The entries below must be returned exactly as they stand.
========================================================================
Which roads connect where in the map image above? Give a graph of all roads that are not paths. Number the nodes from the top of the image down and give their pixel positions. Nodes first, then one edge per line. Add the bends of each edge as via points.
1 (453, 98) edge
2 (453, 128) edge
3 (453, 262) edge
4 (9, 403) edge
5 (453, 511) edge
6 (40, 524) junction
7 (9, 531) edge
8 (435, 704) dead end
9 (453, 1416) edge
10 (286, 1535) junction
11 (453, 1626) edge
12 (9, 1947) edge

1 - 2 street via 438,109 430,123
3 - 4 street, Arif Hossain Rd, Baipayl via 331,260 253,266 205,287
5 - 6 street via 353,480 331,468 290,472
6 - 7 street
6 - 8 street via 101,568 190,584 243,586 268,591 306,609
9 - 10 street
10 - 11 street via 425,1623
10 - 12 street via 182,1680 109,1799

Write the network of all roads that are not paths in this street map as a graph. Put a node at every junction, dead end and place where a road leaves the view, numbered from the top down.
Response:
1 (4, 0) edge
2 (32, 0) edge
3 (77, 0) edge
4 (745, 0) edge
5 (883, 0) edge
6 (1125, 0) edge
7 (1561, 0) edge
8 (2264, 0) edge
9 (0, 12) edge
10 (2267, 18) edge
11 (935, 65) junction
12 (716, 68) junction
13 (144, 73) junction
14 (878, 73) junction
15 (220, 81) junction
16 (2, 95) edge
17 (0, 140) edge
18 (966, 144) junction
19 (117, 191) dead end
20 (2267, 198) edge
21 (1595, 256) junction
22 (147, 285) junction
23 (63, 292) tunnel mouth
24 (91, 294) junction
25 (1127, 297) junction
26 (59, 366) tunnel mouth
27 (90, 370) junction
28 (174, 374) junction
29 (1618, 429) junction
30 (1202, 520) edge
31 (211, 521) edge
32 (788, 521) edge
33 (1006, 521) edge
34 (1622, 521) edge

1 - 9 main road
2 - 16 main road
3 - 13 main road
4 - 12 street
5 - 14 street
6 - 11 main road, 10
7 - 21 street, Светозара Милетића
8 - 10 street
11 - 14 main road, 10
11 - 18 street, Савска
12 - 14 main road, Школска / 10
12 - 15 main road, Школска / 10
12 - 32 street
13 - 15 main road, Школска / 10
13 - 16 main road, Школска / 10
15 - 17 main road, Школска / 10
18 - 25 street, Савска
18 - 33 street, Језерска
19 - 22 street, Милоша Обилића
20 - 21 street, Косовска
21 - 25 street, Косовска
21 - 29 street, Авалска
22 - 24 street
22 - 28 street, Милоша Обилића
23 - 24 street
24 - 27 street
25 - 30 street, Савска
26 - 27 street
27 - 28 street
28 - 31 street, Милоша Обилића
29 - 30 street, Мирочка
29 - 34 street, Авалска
========================================================================
- [Problem solution]
Which roads connect where in the map image above? Give a graph of all roads that are not paths. Number the nodes from the top of the image down and give their pixel positions. Nodes first, then one edge per line. Add the bends of each edge as via points.
1 (453, 98) edge
2 (453, 128) edge
3 (453, 262) edge
4 (9, 403) edge
5 (453, 511) edge
6 (40, 524) junction
7 (9, 531) edge
8 (435, 704) dead end
9 (453, 1416) edge
10 (286, 1535) junction
11 (453, 1626) edge
12 (9, 1947) edge

1 - 2 street via 438,109 430,123
3 - 4 street, Arif Hossain Rd, Baipayl via 331,260 253,266 205,287
5 - 6 street via 353,480 331,468 290,472
6 - 7 street
6 - 8 street via 101,568 190,584 243,586 268,591 306,609
9 - 10 street
10 - 11 street via 425,1623
10 - 12 street via 182,1680 109,1799

Write the network of all roads that are not paths in this street map as a graph. Put a node at every junction, dead end and place where a road leaves the view, numbered from the top down.
Response:
1 (4, 0) edge
2 (32, 0) edge
3 (77, 0) edge
4 (745, 0) edge
5 (883, 0) edge
6 (1125, 0) edge
7 (1561, 0) edge
8 (2264, 0) edge
9 (0, 12) edge
10 (2267, 18) edge
11 (935, 65) junction
12 (716, 68) junction
13 (144, 73) junction
14 (878, 73) junction
15 (220, 81) junction
16 (2, 95) edge
17 (0, 140) edge
18 (966, 144) junction
19 (117, 191) dead end
20 (2267, 198) edge
21 (1595, 256) junction
22 (147, 285) junction
23 (63, 292) tunnel mouth
24 (91, 294) junction
25 (1127, 297) junction
26 (59, 366) tunnel mouth
27 (90, 370) junction
28 (174, 374) junction
29 (1618, 429) junction
30 (1202, 520) edge
31 (211, 521) edge
32 (788, 521) edge
33 (1006, 521) edge
34 (1622, 521) edge

1 - 9 main road
2 - 16 main road
3 - 13 main road
4 - 12 street
5 - 14 street
6 - 11 main road, 10
7 - 21 street, Светозара Милетића
8 - 10 street
11 - 14 main road, 10
11 - 18 street, Савска
12 - 14 main road, Школска / 10
12 - 15 main road, Школска / 10
12 - 32 street
13 - 15 main road, Школска / 10
13 - 16 main road, Школска / 10
15 - 17 main road, Школска / 10
18 - 25 street, Савска
18 - 33 street, Језерска
19 - 22 street, Милоша Обилића
20 - 21 street, Косовска
21 - 25 street, Косовска
21 - 29 street, Авалска
22 - 24 street
22 - 28 street, Милоша Обилића
23 - 24 street
24 - 27 street
25 - 30 street, Савска
26 - 27 street
27 - 28 street
28 - 31 street, Милоша Обилића
29 - 30 street, Мирочка
29 - 34 street, Авалска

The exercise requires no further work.